2016-05-16 Thread Eric Wing via swift-evolution
On 5/16/16, Chris Lattner  wrote:
> On May 16, 2016, at 2:27 PM, Eric Wing via swift-evolution
>  wrote:
>>> I'm not an expert in the Linux communities needs and desires.  That
>>> said,
>>> from what I understand, they don’t care at all about ABI stability,
>>> since
>>> everything is typically built from source.
>>
>> Not exactly true. (I care.)
>>
>> Video games (e.g. Steam/Linux) care deeply about ABI stability. And
>> Android cares deeply about ABI stability.
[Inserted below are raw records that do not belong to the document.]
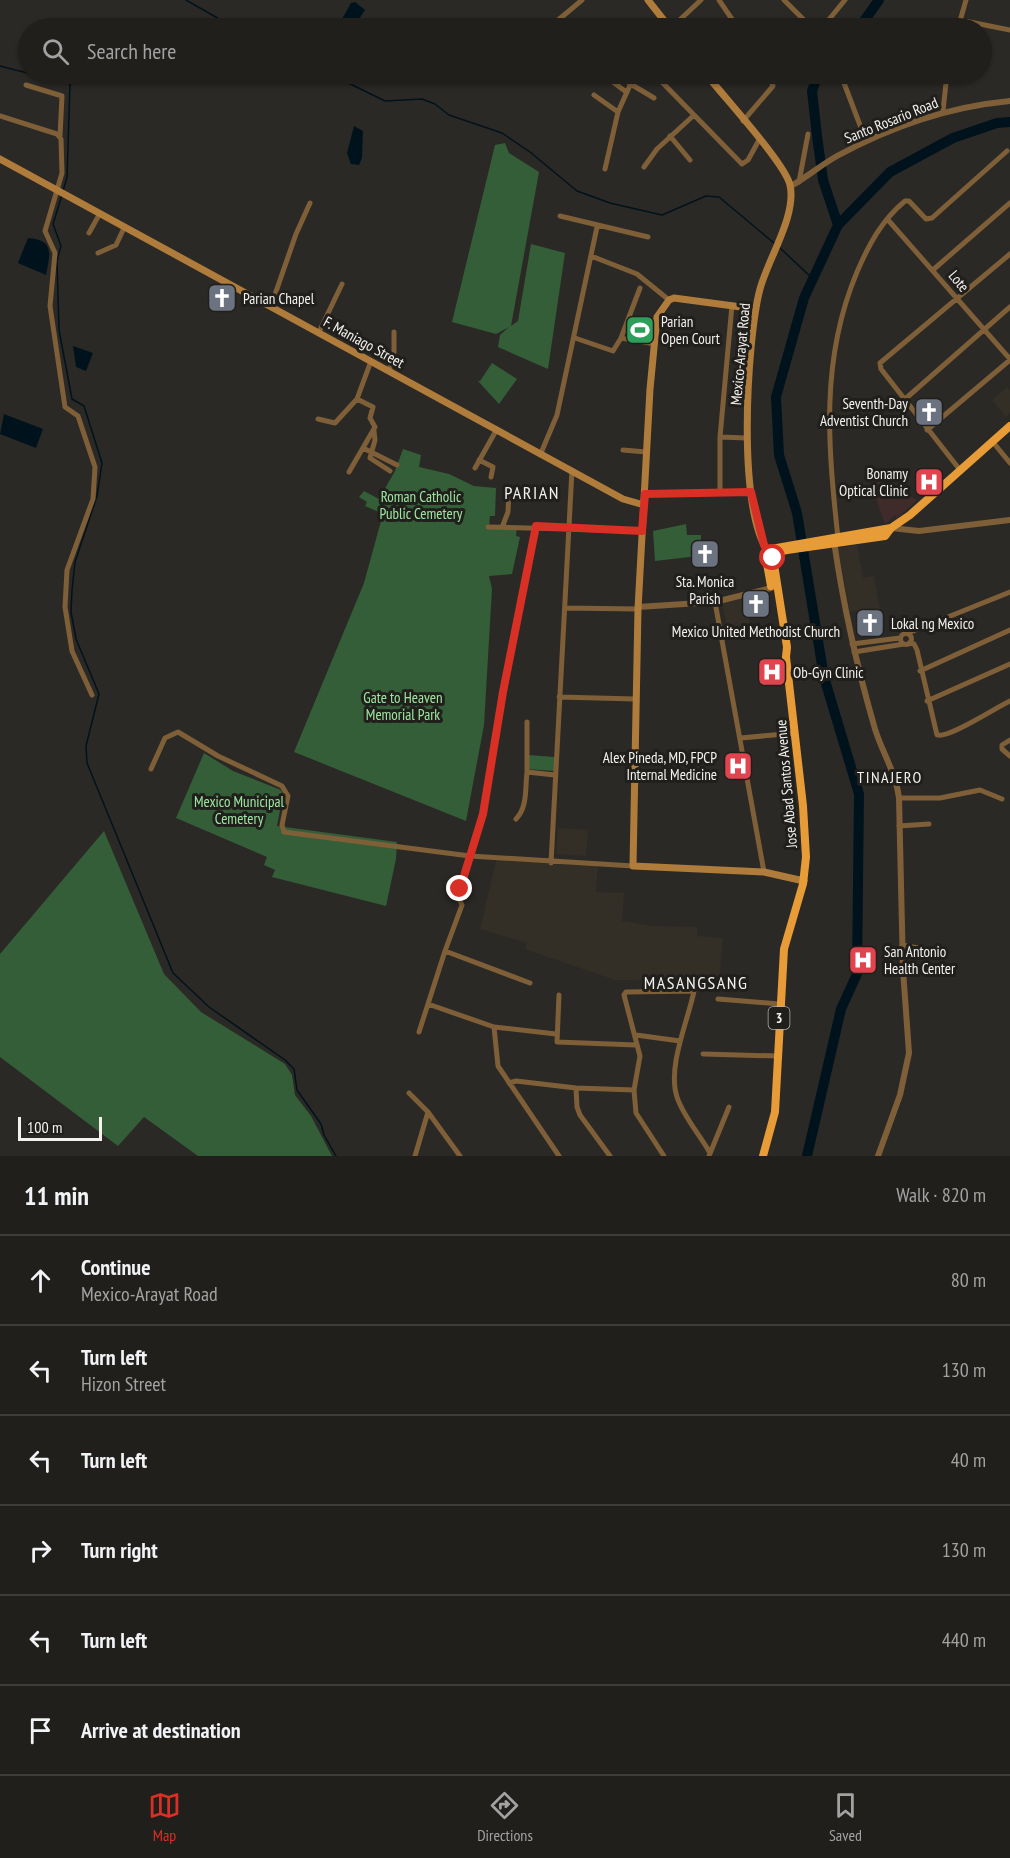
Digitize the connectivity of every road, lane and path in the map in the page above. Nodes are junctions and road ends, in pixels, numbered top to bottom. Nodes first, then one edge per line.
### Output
1 (582, 0) edge
2 (648, 0) edge
3 (701, 0) edge
4 (719, 0) edge
5 (784, 0) edge
6 (794, 0) edge
7 (845, 0) edge
8 (966, 0) edge
9 (789, 6) junction
10 (561, 18) edge
11 (662, 18) edge
12 (681, 18) edge
13 (731, 18) edge
14 (802, 18) edge
15 (830, 18) edge
16 (961, 18) edge
17 (992, 26) edge
18 (1010, 30) edge
19 (616, 84) edge
20 (628, 84) edge
21 (631, 84) edge
22 (663, 84) edge
23 (714, 84) edge
24 (772, 84) edge
25 (844, 84) edge
26 (946, 84) edge
27 (26, 86) dead end
28 (625, 91) junction
29 (594, 95) dead end
30 (654, 98) dead end
31 (1010, 101) edge
32 (943, 111) junction
33 (618, 112) junction
34 (0, 116) edge
35 (693, 116) junction
36 (743, 121) junction
37 (808, 134) dead end
38 (60, 136) junction
39 (670, 136) junction
40 (759, 140) junction
41 (866, 141) junction
42 (1007, 151) dead end
43 (0, 159) edge
44 (690, 159) dead end
45 (644, 166) dead end
46 (605, 169) dead end
47 (799, 182) junction
48 (790, 186) junction
49 (57, 191) junction
50 (310, 203) dead end
51 (1010, 203) edge
52 (99, 215) junction
53 (560, 216) dead end
54 (889, 220) junction
55 (597, 226) junction
56 (124, 228) junction
57 (89, 232) dead end
58 (648, 237) dead end
59 (98, 253) dead end
60 (1010, 254) edge
61 (591, 256) junction
62 (934, 269) junction
63 (342, 284) dead end
64 (640, 288) dead end
65 (959, 299) junction
66 (669, 300) junction
67 (732, 305) junction
68 (271, 306) junction
69 (1010, 307) edge
70 (756, 309) junction
71 (985, 331) junction
72 (320, 332) junction
73 (394, 332) dead end
74 (575, 338) junction
75 (621, 338) junction
76 (655, 344) junction
77 (1010, 359) edge
78 (371, 361) junction
79 (389, 371) junction
80 (357, 399) junction
81 (904, 400) junction
82 (318, 419) dead end
83 (1010, 426) edge
84 (496, 429) junction
85 (927, 430) junction
86 (374, 431) junction
87 (720, 437) junction
88 (746, 438) junction
89 (992, 441) junction
90 (363, 448) junction
91 (623, 450) dead end
92 (646, 452) junction
93 (372, 453) junction
94 (542, 453) junction
95 (479, 460) junction
96 (1010, 463) edge
97 (397, 465) dead end
98 (475, 468) dead end
99 (572, 470) junction
100 (960, 470) junction
101 (390, 471) dead end
102 (349, 472) dead end
103 (491, 477) dead end
104 (509, 490) dead end
105 (720, 492) junction
106 (751, 492) junction
107 (645, 494) junction
108 (644, 505) junction
109 (1010, 520) edge
110 (503, 525) junction
111 (488, 526) dead end
112 (536, 526) junction
113 (891, 528) junction
114 (568, 530) junction
115 (642, 531) junction
116 (836, 540) junction
117 (771, 555) junction
118 (771, 588) junction
119 (1010, 592) edge
120 (715, 602) junction
121 (565, 608) junction
122 (638, 608) junction
123 (1010, 630) edge
124 (908, 633) junction
125 (904, 642) junction
126 (852, 644) junction
127 (854, 652) junction
128 (786, 657) junction
129 (1010, 664) edge
130 (920, 671) junction
131 (92, 695) dead end
132 (559, 697) junction
133 (635, 699) junction
134 (927, 701) junction
135 (1010, 701) edge
136 (527, 722) dead end
137 (795, 733) junction
138 (741, 738) junction
139 (1010, 740) edge
140 (1010, 756) edge
141 (151, 769) dead end
142 (527, 772) junction
143 (555, 775) junction
144 (898, 798) junction
145 (1002, 799) dead end
146 (516, 819) dead end
147 (929, 824) dead end
148 (899, 826) junction
149 (470, 856) junction
150 (551, 863) junction
151 (633, 866) junction
152 (764, 872) junction
153 (804, 881) junction
154 (902, 945) junction
155 (445, 951) junction
156 (940, 952) dead end
157 (530, 983) dead end
158 (559, 995) dead end
159 (718, 999) dead end
160 (429, 1004) junction
161 (779, 1004) junction
162 (495, 1027) junction
163 (419, 1032) dead end
164 (556, 1034) junction
165 (636, 1035) junction
166 (680, 1041) junction
167 (636, 1045) junction
168 (703, 1054) dead end
169 (778, 1056) junction
170 (509, 1083) junction
171 (576, 1088) junction
172 (634, 1090) junction
173 (409, 1093) dead end
174 (729, 1107) dead end
175 (428, 1112) junction
176 (710, 1154) edge
177 (415, 1156) edge
178 (460, 1156) edge
179 (559, 1156) edge
180 (610, 1156) edge
181 (664, 1156) edge
182 (763, 1156) edge
183 (878, 1156) edge

1 - 10 street
2 - 11 main road
3 - 12 street
4 - 13 street
5 - 9 street
6 - 9 street
7 - 15 street
8 - 16 street
9 - 14 street
17 - 18 street
19 - 28 street
20 - 28 street
21 - 30 street
22 - 35 street
23 - 36 main road
24 - 36 street
25 - 41 street
26 - 32 street
27 - 38 street
28 - 33 street
29 - 33 street
31 - 32 street, Santo Rosario Road
32 - 41 street, Santo Rosario Road
33 - 46 street
34 - 38 street
35 - 39 street
35 - 40 street
36 - 40 main road
37 - 47 street
38 - 49 street
39 - 44 street
39 - 45 street
40 - 48 main road
41 - 47 street, Santo Rosario Road
42 - 54 street
43 - 49 main road, F. Maniago Street
47 - 48 street, Santo Rosario Road
48 - 70 main road, Mexico-Arayat Road
49 - 52 main road, F. Maniago Street
49 - 131 street
50 - 68 street
51 - 62 street
52 - 56 main road, F. Maniago Street
52 - 57 street
53 - 55 street
54 - 62 street, Lote
54 - 116 street
55 - 58 street
55 - 61 street
56 - 59 street
56 - 68 main road, F. Maniago Street
60 - 65 street
61 - 66 street
61 - 74 street
62 - 65 street, Lote
63 - 72 street
64 - 75 street
65 - 71 street, Lote
65 - 81 street
66 - 67 main road
66 - 76 main road
67 - 70 main road
67 - 87 street
68 - 72 main road, F. Maniago Street
69 - 71 street
70 - 88 main road, Mexico-Arayat Road
71 - 77 street, Lote
71 - 81 street
72 - 78 main road, F. Maniago Street
73 - 79 street
74 - 75 street
74 - 94 street
75 - 76 street
76 - 92 main road
77 - 85 street
78 - 79 main road, F. Maniago Street
78 - 80 street
79 - 84 main road, F. Maniago Street
80 - 82 street
80 - 86 street
81 - 85 street
83 - 89 highway
84 - 94 main road, F. Maniago Street
84 - 95 street
85 - 100 street
86 - 90 street
86 - 93 street
87 - 88 street
87 - 105 street
88 - 106 main road, Mexico-Arayat Road
89 - 96 street
89 - 100 highway
90 - 93 street
90 - 102 street
91 - 92 street
92 - 107 main road
93 - 97 street
93 - 101 street
94 - 99 main road, F. Maniago Street
95 - 98 street
95 - 103 street
99 - 108 main road, F. Maniago Street
99 - 114 street
100 - 113 highway
104 - 110 street
105 - 106 street
105 - 107 street
106 - 117 main road, Mexico-Arayat Road
107 - 108 main road
108 - 115 main road
109 - 113 street
110 - 111 street
110 - 112 street
112 - 114 street
112 - 149 street
113 - 116 highway
114 - 115 street
114 - 121 street
115 - 122 main road
116 - 117 highway
116 - 126 street
117 - 118 highway, Jose Abad Santos Avenue / 3
117 - 128 highway, Jose Abad Santos Avenue / 3
118 - 120 street
118 - 128 highway, Jose Abad Santos Avenue / 3
119 - 124 street
120 - 122 street
120 - 138 street
121 - 122 street
121 - 132 street
122 - 133 main road
123 - 130 street
124 - 125 street
124 - 125 street
125 - 126 street
125 - 127 street
125 - 130 street
126 - 127 street
127 - 144 street
128 - 137 highway, Jose Abad Santos Avenue / 3
129 - 134 street
130 - 134 street
132 - 133 street
132 - 143 street
133 - 151 main road
134 - 135 street
136 - 142 street
137 - 138 street
137 - 153 highway, Jose Abad Santos Avenue / 3
138 - 152 street
139 - 140 street
141 - 149 street
142 - 143 street
142 - 146 street
143 - 150 street
144 - 145 street
144 - 148 street
147 - 148 street
148 - 154 street
149 - 150 street
149 - 155 street
150 - 151 street
151 - 152 main road
152 - 153 main road
153 - 161 highway, Jose Abad Santos Avenue / 3
154 - 156 street
154 - 183 street
155 - 157 street
155 - 160 street
158 - 164 street
159 - 161 street
160 - 162 street
160 - 163 street
161 - 169 highway, Jose Abad Santos Avenue / 3
162 - 164 street
162 - 170 street
164 - 167 street
165 - 166 street
165 - 166 street
165 - 167 street
166 - 176 street
167 - 172 street
168 - 169 street
169 - 182 highway, Jose Abad Santos Avenue / 3
170 - 171 street
170 - 179 street
171 - 172 street
171 - 180 street
172 - 181 street
173 - 175 street
174 - 176 street
175 - 177 street
175 - 178 street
Also, kind of emergent
>> behavior, Raspberry Pi Raspbian has kind of built a platform that
>> happens to have some ABI stability for now.
>
> Great to know, and good point.  From that perspective, a Steam/Linux project
> would be in the same category as an iOS or Mac app: ABI stability doesn’t
> matter, so long as you include a copy of the swift standard library along
> with the steam app itself.  I know nothing about Steam, but it seems likely
> that this would have been a requirement anyway, because you can’t count on
> the standard library already existing.
>

Yes. I actually filed some bug reports a few weeks ago for
thoughts/concerns/issues related to this.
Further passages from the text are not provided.